Wenig direkte Führung und Reglementierung
Wenn die oben beschriebenen Prinzipien umgesetzt sind, dann kann sich Führung verändern. Abstrakt kann man dann eine Führungskraft eher als jemanden sehen, der gute Rahmenbedingungen schafft, anstatt nach command and control zu führen. Wie diese wenig direkte Führung gelingt, zeigt ein eigenes Kapitel zu nachhaltiger Führung.
Auch sonst gibt es weniger Reglementierung in agilen Umfeldern.

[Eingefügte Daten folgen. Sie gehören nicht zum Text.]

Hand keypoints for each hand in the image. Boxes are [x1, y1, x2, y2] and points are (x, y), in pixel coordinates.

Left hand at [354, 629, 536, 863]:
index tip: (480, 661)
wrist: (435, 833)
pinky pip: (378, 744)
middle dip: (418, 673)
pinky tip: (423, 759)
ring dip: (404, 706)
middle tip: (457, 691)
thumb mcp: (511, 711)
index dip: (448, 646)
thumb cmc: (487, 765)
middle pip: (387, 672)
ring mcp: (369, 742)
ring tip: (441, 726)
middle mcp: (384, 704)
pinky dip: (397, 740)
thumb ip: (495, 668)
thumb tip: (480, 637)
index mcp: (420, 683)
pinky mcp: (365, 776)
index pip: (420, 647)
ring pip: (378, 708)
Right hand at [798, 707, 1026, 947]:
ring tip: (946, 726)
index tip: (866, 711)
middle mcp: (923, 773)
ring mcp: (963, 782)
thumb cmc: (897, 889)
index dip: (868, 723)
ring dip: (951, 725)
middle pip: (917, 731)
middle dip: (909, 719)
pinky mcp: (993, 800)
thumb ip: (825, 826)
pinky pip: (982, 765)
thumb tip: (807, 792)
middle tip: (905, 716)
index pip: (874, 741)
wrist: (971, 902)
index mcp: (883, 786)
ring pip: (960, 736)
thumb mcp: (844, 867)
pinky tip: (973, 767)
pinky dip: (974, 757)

Konkret bedeutet das beispielsweise Projekte starten mit eher unscharfen Anforderungen, diese klärt das Team dann im Verlauf selbständig, etwa mit den Kunden, die Führungskraft ist nur bei wirklich zentralen Entscheidungen eingebunden, die Initiative dafür geht aber vom Team aus.

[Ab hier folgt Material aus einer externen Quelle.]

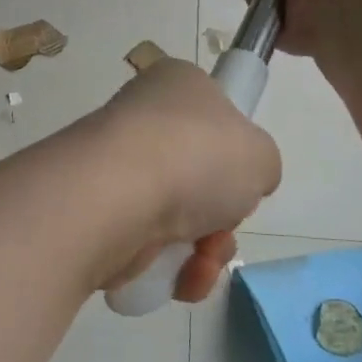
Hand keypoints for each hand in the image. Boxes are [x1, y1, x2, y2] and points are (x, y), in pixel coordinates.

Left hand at [95, 58, 280, 302]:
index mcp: (176, 85)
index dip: (233, 149)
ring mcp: (117, 169)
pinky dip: (173, 269)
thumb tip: (239, 182)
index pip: (213, 112)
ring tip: (201, 258)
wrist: (116, 196)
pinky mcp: (100, 215)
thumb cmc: (195, 156)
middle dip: (222, 214)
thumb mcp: (261, 153)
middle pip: (200, 176)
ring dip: (204, 250)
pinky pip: (150, 247)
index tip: (241, 174)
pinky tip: (180, 276)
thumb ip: (260, 165)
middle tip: (225, 222)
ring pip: (179, 218)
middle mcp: (142, 121)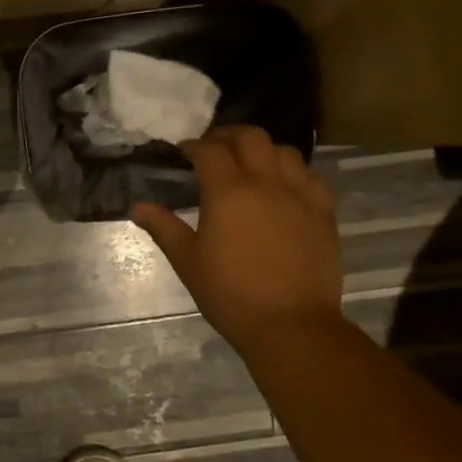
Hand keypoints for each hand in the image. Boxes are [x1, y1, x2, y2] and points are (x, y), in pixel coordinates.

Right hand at [132, 126, 344, 354]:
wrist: (291, 325)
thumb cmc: (230, 294)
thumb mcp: (188, 261)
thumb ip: (164, 228)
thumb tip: (138, 207)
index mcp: (228, 192)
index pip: (209, 150)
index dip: (193, 146)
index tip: (183, 153)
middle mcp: (266, 182)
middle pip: (251, 137)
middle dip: (228, 136)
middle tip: (214, 150)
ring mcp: (300, 195)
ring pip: (285, 151)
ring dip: (263, 151)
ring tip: (250, 166)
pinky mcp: (324, 213)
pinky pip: (310, 177)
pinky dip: (292, 173)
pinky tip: (283, 189)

Aus diesen Prinzipien ergeben sich dann in der Praxis bestimmt Merkmale, woran man agile Führung erkennen kann. Diese stellt der nächste Abschnitt vor.
Agile Führung: Merkmale
An welchen Merkmalen kann man erkennen, ob Führung agil ist? Wenn Führungskräfte lange genug und intensiv genug die oben genannten Prinzipien umsetzen, dann entsteht eine Agile Kultur. Unter stabilen Bedingungen entsteht dagegen meist eine wenig agile Führungskultur. Diese ist unter anderem gekennzeichnet durch langsame hierarchische Entscheidungen, direkte Anweisungen im Detail und starre Regeln. So lange die Welt so bleibt, funktioniert das meist. Wehe aber die Bedingungen ändern sich – dann bleibt oft eine Führung erhalten, die nicht mehr zu den Anforderungen passt.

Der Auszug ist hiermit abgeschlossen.